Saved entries
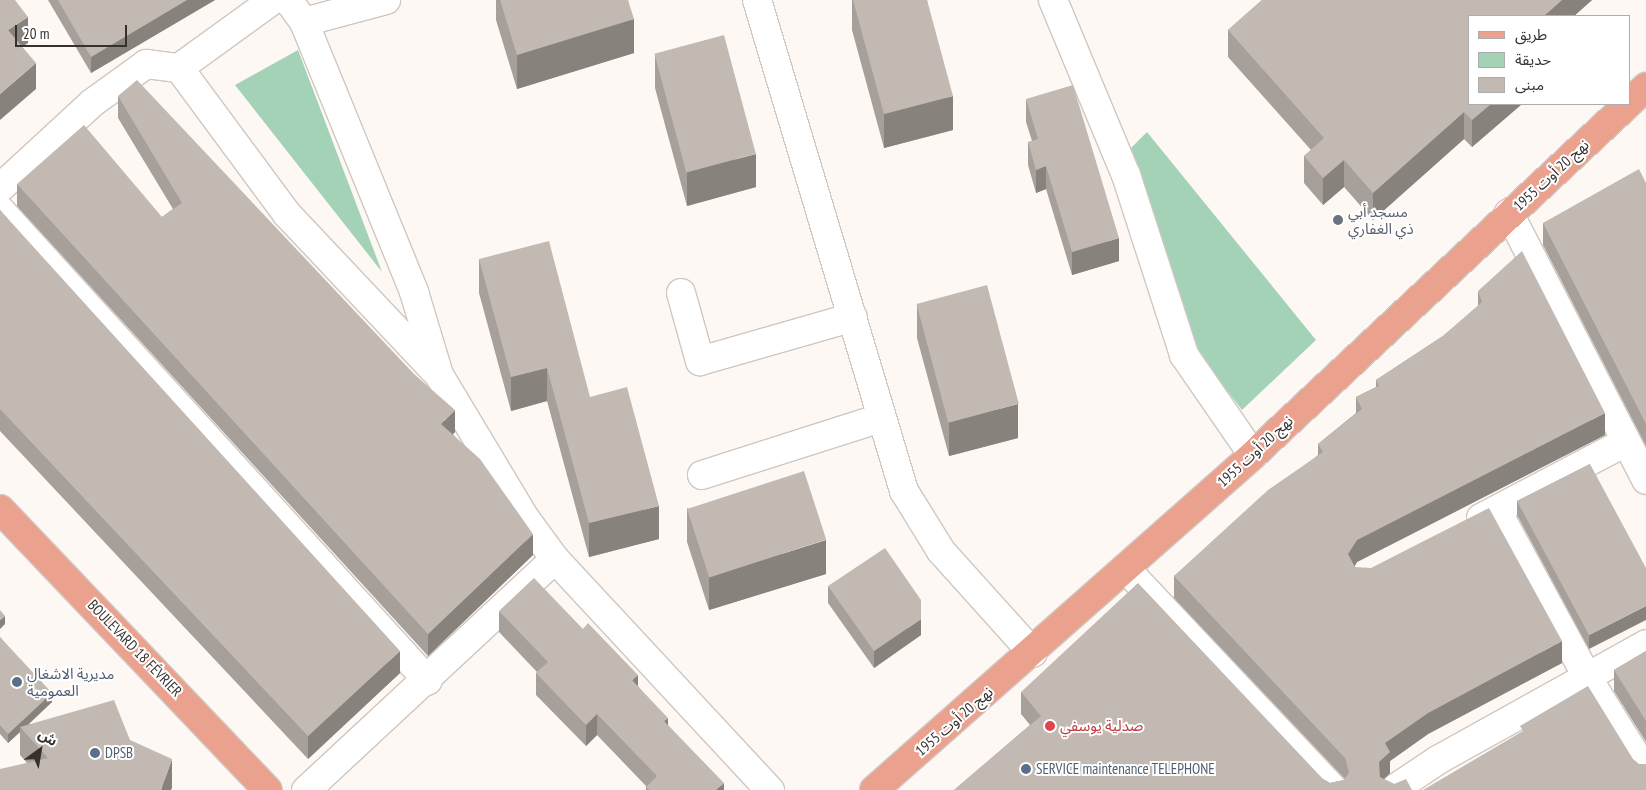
<!DOCTYPE html>
<html>
<head>
<meta charset="utf-8">
<style>
  body { margin:0 }
  #map { position:relative; width:1646px; height:790px; overflow:hidden; background:#fef8f5; font-family:"PT Sans Narrow","Noto Sans Arabic",sans-serif }
  div>[style] { position:absolute }
  [style*='--x'] { left:calc(var(--x)*1px); top:calc(var(--y)*1px); width:calc(var(--w)*1px); rotate:calc(var(--a)*1deg) }
  .green>* { inset:0; background:#a4d2b7 }
  .roads { filter:drop-shadow(1px 0 #d0c7c1) drop-shadow(-1px 0 #d0c7c1) drop-shadow(0 1px #d0c7c1) drop-shadow(0 -1px #d0c7c1) }
  .minor>* { height:28px; margin:-14px; padding:0 14px; transform-origin:14px; border-radius:14px; background:#fff }
  .major>* { height:28px; margin:-14px; padding:0 14px; transform-origin:14px; border-radius:14px; background:#eaa18e }
  .wall>* { inset:0; background:#a79f9a }
  .shaded-wall>* { inset:0; background:#88827d }
  .building>* { inset:0; background:#c2b9b3; transform-origin:0 0 }
  .dots>* { width:14px; height:14px; translate:-50% -50%; box-sizing:border-box; border:2px solid #fff; border-radius:50% }
  span { translate:-50% -50%; white-space:nowrap; text-align:center; line-height:1.15; -webkit-text-stroke:4px #fff; paint-order:stroke }
  .street-label { font-size:15px; color:#35312f }
  .worship-label { font-size:15px; color:#5b616d }
  .left { translate:0 -50%; text-align:left }
  .service-label { font-size:15px; color:#4e5e75 }
  .health-label { font-size:15px; color:#be3a42 }
  .legend { position:absolute; left:1468px; top:15px; width:162px; height:90px; box-sizing:border-box; background:#fff; border:1px solid #aeadac; margin:0; padding:6px 9px; list-style:none; font-size:15px; color:#35312f }
  .legend li { display:flex; align-items:center; gap:10px; height:25px }
  .legend b { width:25px; border:1px solid #aeadac }
  .north { position:absolute; left:15px; top:725px; width:50px; height:50px; -webkit-text-stroke:4px #fff; paint-order:stroke; rotate:32deg; font-size:14px; font-weight:700; line-height:20px; text-align:center; color:#35312f }
  .north::after { content:''; display:block; margin:auto; width:18px; height:22px; background:#35312f; clip-path:polygon(50% 0,100% 100%,50% 72%,0 100%) }
  .scale { position:absolute; left:15px; top:25px; width:112px; height:22px; box-sizing:border-box; border:2px solid #35312f; border-top:0; padding-left:6px; font-size:15px; line-height:18px; white-space:nowrap; color:#35312f; -webkit-text-stroke:4px #fff; paint-order:stroke }
</style>
</head>
<body>
<div id="map">
  <div class="green">
    <i style="clip-path:polygon(298px 50px,382px 272px,235px 85px)"></i>
    <i style="clip-path:polygon(1147px 132px,1316px 340px,1242px 410px,1195px 349px,1129px 150px)"></i>
  </div>
  <div class="roads">
    <div class="minor">
      <i style="--x:288;--y:0;--w:27;--a:54"></i>
      <i style="--x:304;--y:22;--w:292;--a:67.8"></i>
      <i style="--x:414;--y:292;--w:87;--a:73.2"></i>
      <i style="--x:439;--y:375;--w:167;--a:59"></i>
      <i style="--x:525;--y:518;--w:51;--a:53.8"></i>
      <i style="--x:555;--y:559;--w:340;--a:137.1"></i>
      <i style="--x:757;--y:0;--w:513;--a:73.33"></i>
      <i style="--x:904;--y:491;--w:70;--a:58.3"></i>
      <i style="--x:941;--y:551;--w:137;--a:48"></i>
      <i style="--x:1053;--y:0;--w:190;--a:67.4"></i>
      <i style="--x:1126;--y:175;--w:189;--a:72.1"></i>
      <i style="--x:1184;--y:355;--w:121;--a:55.4"></i>
      <i style="--x:304;--y:22;--w:85;--a:-15"></i>
      <i style="--x:179;--y:68;--w:182;--a:53.5"></i>
      <i style="--x:287;--y:214;--w:214;--a:46.7"></i>
      <i style="--x:0;--y:188;--w:125;--a:-42.7"></i>
      <i style="--x:92;--y:103;--w:67;--a:-35.8"></i>
      <i style="--x:146;--y:64;--w:33;--a:7"></i>
      <i style="--x:179;--y:68;--w:116;--a:-35.9"></i>
      <i style="--x:0;--y:210;--w:636;--a:47.74"></i>
      <i style="--x:1509;--y:213;--w:300;--a:62.8"></i>
      <i style="--x:681;--y:293;--w:71;--a:74.4"></i>
      <i style="--x:700;--y:361;--w:159;--a:-16"></i>
      <i style="--x:702;--y:475;--w:188;--a:-17.7"></i>
      <i style="--x:1497;--y:511;--w:189;--a:61.5"></i>
      <i style="--x:1587;--y:677;--w:112;--a:58.2"></i>
      <i style="--x:1481;--y:518;--w:164;--a:-27.7"></i>
      <i style="--x:555;--y:559;--w:316;--a:47.1"></i>
      <i style="--x:1126;--y:569;--w:303;--a:46.7"></i>
      <i style="--x:1393;--y:790;--w:54;--a:-33.7"></i>
      <i style="--x:1438;--y:760;--w:238;--a:-29.1"></i>
    </div>
    <div class="major">
      <i style="--x:1630;--y:102;--w:22;--a:-43"></i>
      <i style="--x:0;--y:509;--w:388;--a:46.4"></i>
      <i style="--x:874;--y:790;--w:506;--a:-41.47"></i>
      <i style="--x:1253;--y:455;--w:514;--a:-43.11"></i>
    </div>
  </div>
  <div class="wall">
    <i style="clip-path:polygon(48px 0,215px 0,91px 73px)"></i>
    <i style="clip-path:polygon(496px 0,628px 0,634px 53px,517px 89px,496px 20px)"></i>
    <i style="clip-path:polygon(852px 0,927px 0,953px 130px,884px 148px,852px 30px)"></i>
    <i style="clip-path:polygon(1262px 0,1592px 0,1574px 16px,1470px 16px,1470px 104px,1522px 104px,1472px 147px,1464px 139px,1373px 220px,1344px 187px,1323px 205px,1304px 183px,1304px 156px,1311px 150px,1228px 57px,1228px 30px)"></i>
    <i style="clip-path:polygon(655px 54px,756px 187px,687px 206px,655px 88px)"></i>
    <i style="clip-path:polygon(118px 96px,455px 432px,453px 434px,533px 555px,428px 656px,17px 206px,17px 184px,162px 217px,173px 209px,118px 118px)"></i>
    <i style="clip-path:polygon(1026px 99px,1119px 261px,1072px 275px,1046px 189px,1036px 193px,1028px 165px,1028px 142px,1032px 141px,1026px 122px)"></i>
    <i style="clip-path:polygon(1646px 183px,1646px 446px,1543px 245px,1543px 223px)"></i>
    <i style="clip-path:polygon(0 210px,400px 673px,308px 759px,0 431px)"></i>
    <i style="clip-path:polygon(479px 259px,590px 397px,659px 539px,589px 557px,547px 401px,511px 411px,479px 293px)"></i>
    <i style="clip-path:polygon(1478px 291px,1605px 435px,1357px 562px,1355px 566px,1355px 567px,1562px 663px,1428px 734px,1390px 761px,1390px 773px,1384px 779px,1394px 784px,954px 790px,1030px 725px,1021px 714px,1021px 692px,1323px 779px,1330px 783px,1344px 780px,1345px 779px,1174px 598px,1174px 576px,1318px 455px,1318px 444px,1356px 413px,1356px 397px,1376px 387px,1376px 380px,1443px 336px,1478px 306px)"></i>
    <i style="clip-path:polygon(917px 304px,1018px 438px,949px 456px,917px 338px)"></i>
    <i style="clip-path:polygon(1590px 464px,1589px 649px,1517px 515px,1517px 501px)"></i>
    <i style="clip-path:polygon(687px 508px,826px 574px,709px 610px,687px 542px)"></i>
    <i style="clip-path:polygon(828px 586px,921px 635px,874px 668px,828px 603px)"></i>
    <i style="clip-path:polygon(499px 611px,638px 686px,668px 725px,724px 790px,646px 790px,646px 786px,597px 735px,586px 746px,536px 695px,536px 673px,537px 672px,499px 632px)"></i>
    <i style="clip-path:polygon(0 637px,52px 702px,29px 724px,130px 740px,172px 788px,27px 763px,20px 755px,20px 732px,8px 743px,0 734px)"></i>
    <i style="clip-path:polygon(1646px 651px,1646px 742px,1614px 691px,1614px 670px)"></i>
  </div>
  <div class="shaded-wall">
    <i style="clip-path:polygon(187px 0,215px 0,91px 73px,91px 57px)"></i>
    <i style="clip-path:polygon(1562px 0,1592px 0,1574px 16px,1544px 16px)"></i>
    <i style="clip-path:polygon(28px 17px,28px 43px,8px 56px,8px 30px)"></i>
    <i style="clip-path:polygon(634px 19px,634px 53px,517px 89px,517px 55px)"></i>
    <i style="clip-path:polygon(36px 63px,36px 89px,0 120px,0 94px)"></i>
    <i style="clip-path:polygon(953px 96px,953px 130px,884px 148px,884px 114px)"></i>
    <i style="clip-path:polygon(1491px 104px,1522px 104px,1472px 147px,1472px 120px)"></i>
    <i style="clip-path:polygon(1464px 112px,1464px 139px,1373px 220px,1373px 193px)"></i>
    <i style="clip-path:polygon(756px 154px,756px 187px,687px 206px,687px 172px)"></i>
    <i style="clip-path:polygon(1344px 160px,1344px 187px,1323px 205px,1323px 178px)"></i>
    <i style="clip-path:polygon(1046px 166px,1046px 189px,1036px 193px,1036px 170px)"></i>
    <i style="clip-path:polygon(1119px 238px,1119px 261px,1072px 275px,1072px 252px)"></i>
    <i style="clip-path:polygon(547px 368px,547px 401px,511px 411px,511px 377px)"></i>
    <i style="clip-path:polygon(1018px 404px,1018px 438px,949px 456px,949px 422px)"></i>
    <i style="clip-path:polygon(455px 410px,455px 432px,441px 446px,441px 424px)"></i>
    <i style="clip-path:polygon(1605px 413px,1605px 435px,1357px 562px,1348px 576px,1348px 554px,1357px 540px)"></i>
    <i style="clip-path:polygon(659px 506px,659px 539px,589px 557px,589px 523px)"></i>
    <i style="clip-path:polygon(533px 534px,533px 555px,428px 656px,428px 634px)"></i>
    <i style="clip-path:polygon(826px 540px,826px 574px,709px 610px,709px 577px)"></i>
    <i style="clip-path:polygon(1646px 606px,1646px 620px,1589px 649px,1589px 635px)"></i>
    <i style="clip-path:polygon(5px 616px,5px 624px,0 629px,0 620px)"></i>
    <i style="clip-path:polygon(921px 619px,921px 635px,874px 668px,874px 651px)"></i>
    <i style="clip-path:polygon(1562px 641px,1562px 663px,1428px 734px,1390px 761px,1390px 773px,1379px 784px,1379px 762px,1385px 743px,1428px 713px)"></i>
    <i style="clip-path:polygon(400px 651px,400px 673px,308px 759px,308px 736px)"></i>
    <i style="clip-path:polygon(638px 675px,638px 696px,632px 680px)"></i>
    <i style="clip-path:polygon(52px 693px,52px 702px,22px 730px,20px 727px,20px 732px,8px 743px,8px 734px)"></i>
    <i style="clip-path:polygon(597px 714px,597px 735px,586px 746px,586px 725px)"></i>
    <i style="clip-path:polygon(668px 718px,668px 739px,664px 721px)"></i>
    <i style="clip-path:polygon(172px 759px,172px 788px,171px 790px,161px 790px)"></i>
    <i style="clip-path:polygon(724px 783px,724px 790px,716px 790px)"></i>
  </div>
  <div class="building">
    <i style="clip-path:polygon(0 0,15px 0,28px 17px,8px 30px,36px 63px,0 94px)"></i>
    <i style="clip-path:polygon(58px 0,187px 0,91px 57px)"></i>
    <i style="clip-path:polygon(500px 0,628px 0,634px 19px,517px 55px)"></i>
    <i style="clip-path:polygon(853px 0,927px 0,953px 96px,884px 114px)"></i>
    <i style="clip-path:polygon(1262px 0,1562px 0,1544px 16px,1470px 16px,1470px 104px,1491px 104px,1472px 120px,1464px 112px,1373px 193px,1344px 160px,1323px 178px,1304px 156px,1324px 138px,1228px 30px)"></i>
    <i style="left:724px;top:35px;width:123px;height:72px;rotate:75deg"></i>
    <i style="clip-path:polygon(137px 80px,414px 374px,455px 410px,441px 424px,480px 459px,533px 534px,428px 634px,17px 184px,84px 125px,162px 217px,182px 203px,118px 96px)"></i>
    <i style="clip-path:polygon(1073px 85px,1119px 238px,1072px 252px,1046px 166px,1036px 170px,1028px 142px,1038px 139px,1026px 99px)"></i>
    <i style="clip-path:polygon(1639px 169px,1646px 183px,1646px 424px,1543px 223px)"></i>
    <i style="clip-path:polygon(0 210px,400px 651px,308px 736px,0 409px)"></i>
    <i style="clip-path:polygon(549px 241px,590px 397px,627px 387px,659px 506px,589px 523px,547px 368px,511px 377px,479px 259px)"></i>
    <i style="clip-path:polygon(1522px 251px,1605px 413px,1357px 540px,1348px 554px,1355px 567px,1371px 568px,1489px 508px,1562px 641px,1428px 713px,1385px 743px,1390px 752px,1379px 762px,1380px 777px,1394px 784px,1406px 779px,1412px 790px,954px 790px,1041px 716px,1021px 692px,1138px 583px,1323px 779px,1330px 783px,1344px 780px,1349px 772px,1345px 758px,1174px 576px,1268px 490px,1323px 452px,1318px 444px,1362px 409px,1356px 397px,1379px 386px,1376px 380px,1443px 336px,1482px 302px,1478px 291px)"></i>
    <i style="left:987px;top:285px;width:123px;height:73px;rotate:75deg"></i>
    <i style="clip-path:polygon(1590px 464px,1646px 568px,1646px 606px,1589px 635px,1517px 501px)"></i>
    <i style="left:804px;top:471px;width:72px;height:123px;rotate:72deg"></i>
    <i style="clip-path:polygon(885px 548px,921px 600px,921px 619px,874px 651px,828px 586px)"></i>
    <i style="clip-path:polygon(534px 578px,583px 629px,588px 623px,638px 675px,632px 680px,668px 718px,664px 721px,724px 783px,716px 790px,649px 790px,646px 787px,657px 776px,597px 714px,586px 725px,536px 673px,548px 662px,499px 611px)"></i>
    <i style="clip-path:polygon(0 610px,5px 616px,0 620px)"></i>
    <i style="clip-path:polygon(0 637px,52px 693px,8px 734px,0 725px)"></i>
    <i style="clip-path:polygon(1646px 651px,1646px 721px,1614px 670px)"></i>
    <i style="clip-path:polygon(1588px 686px,1633px 759px,1639px 764px,1646px 764px,1646px 790px,1423px 790px,1523px 731px,1520px 726px)"></i>
    <i style="clip-path:polygon(114px 700px,130px 740px,172px 759px,161px 790px,0 790px,0 769px,48px 758px,20px 727px)"></i>
  </div>
  <div class="dots">
    <i style="left:1338px;top:220px;background:#6b7280"></i>
    <i style="left:17px;top:682px;background:#5c6f8a"></i>
    <i style="left:1050px;top:726px;background:#e0444e"></i>
    <i style="left:95px;top:753px;background:#5c6f8a"></i>
    <i style="left:1026px;top:769px;background:#5c6f8a"></i>
  </div>
  <div class="street-label">
    <span style="left:1551px;top:175px;rotate:-43deg">نهج 20 أوت 1955</span>
    <span style="left:1255px;top:451px;rotate:-43deg">نهج 20 أوت 1955</span>
    <span style="left:135px;top:648px;rotate:46deg">BOULEVARD 18 FÉVRIER</span>
    <span style="left:954px;top:721px;rotate:-41deg">نهج 20 أوت 1955</span>
  </div>
  <div class="worship-label">
    <span class="left" style="left:1348px;top:220px">مسجد أبي<br>ذي الغفاري</span>
  </div>
  <div class="service-label">
    <span class="left" style="left:27px;top:682px">مديرية الاشغال<br>العمومية</span>
    <span class="left" style="left:105px;top:753px">DPSB</span>
    <span class="left" style="left:1036px;top:769px">SERVICE maintenance TELEPHONE</span>
  </div>
  <div class="health-label">
    <span class="left" style="left:1060px;top:726px">صدلية يوسفي</span>
  </div>
  <ul class="legend">
  <li><b style="height:6px;background:#eaa18e"></b>طريق</li>
  <li><b style="height:14px;background:#a4d2b7"></b>حديقة</li>
  <li><b style="height:14px;background:#c2b9b3"></b>مبنى</li>
  </ul>
  <div class="north">ش</div>
  <div class="scale">20 m</div>
</div>
</body>
</html>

> ABOUT THIS TASK: What you return should be exactly the lines above, starting at the one with "169px,1646px 183px,1646px 424px,1543px" and ending at the one with "241px,590px 397px,627px 387px,659px", and nothing else.

> ANSWER BOX:
    <i style="clip-path:polygon(1639px 169px,1646px 183px,1646px 424px,1543px 223px)"></i>
    <i style="clip-path:polygon(0 210px,400px 651px,308px 736px,0 409px)"></i>
    <i style="clip-path:polygon(549px 241px,590px 397px,627px 387px,659px 506px,589px 523px,547px 368px,511px 377px,479px 259px)"></i>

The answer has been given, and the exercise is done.